A half-dozen jurors declined to comment in the lobby of the courthouse. The length of deliberations had startled some in the legal community but racketeering cases are notoriously complex; the verdict form was seven pages long.
After the verdict, a prosecutor in the case, Assistant US Attorney David G. Lazarus, was teary-eyed but beaming as colleagues hugged him.
One of the defendants, Sunrise Lee, a sales executive and former stripper who allegedly performed a lap dance for a doctor to get him to prescribe Subsys, fought back tears as she left the courthouse with her mother and her stepfather.

“She’s strong, and this is wrong,” her mother said.

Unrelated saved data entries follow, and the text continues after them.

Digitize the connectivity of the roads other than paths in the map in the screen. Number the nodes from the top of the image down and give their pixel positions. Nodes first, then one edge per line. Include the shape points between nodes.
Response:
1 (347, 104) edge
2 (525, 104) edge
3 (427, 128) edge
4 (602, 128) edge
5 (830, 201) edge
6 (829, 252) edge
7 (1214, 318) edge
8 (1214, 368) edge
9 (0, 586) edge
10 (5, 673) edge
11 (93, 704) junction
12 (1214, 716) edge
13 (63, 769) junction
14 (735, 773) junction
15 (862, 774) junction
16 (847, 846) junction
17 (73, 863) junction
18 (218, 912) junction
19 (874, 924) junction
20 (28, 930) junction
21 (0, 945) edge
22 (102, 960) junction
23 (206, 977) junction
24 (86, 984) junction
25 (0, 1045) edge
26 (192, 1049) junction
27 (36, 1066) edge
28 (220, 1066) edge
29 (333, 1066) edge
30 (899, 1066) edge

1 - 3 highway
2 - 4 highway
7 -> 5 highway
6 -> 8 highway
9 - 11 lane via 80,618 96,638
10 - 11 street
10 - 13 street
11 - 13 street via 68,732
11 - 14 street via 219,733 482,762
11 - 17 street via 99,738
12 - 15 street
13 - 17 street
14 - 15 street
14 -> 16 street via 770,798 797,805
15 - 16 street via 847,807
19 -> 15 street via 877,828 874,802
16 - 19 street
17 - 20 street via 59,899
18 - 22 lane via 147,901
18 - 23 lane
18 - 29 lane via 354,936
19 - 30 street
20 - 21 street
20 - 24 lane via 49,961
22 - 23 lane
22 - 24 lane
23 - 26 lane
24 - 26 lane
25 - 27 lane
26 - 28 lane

Prosecutors said the five defendants ran Insys like mobsters, displaying “brazen audacity.” They pressured sales staff to persuade doctors to prescribe higher and costlier doses of Subsys, and got physicians to abandon their duty to “first, do no harm.” Most patients who were prescribed Subsys didn’t have cancer, according to the government, and some got addicted.
As part of the conspiracy, prosecutors said, eight doctors and medical practitioners got more than $1.1 million disguised as “speaking fees.” Insys also set up a reimbursement center where employees allegedly lied to health insurers about patients’ symptoms to get them to cover Subsys for people without cancer.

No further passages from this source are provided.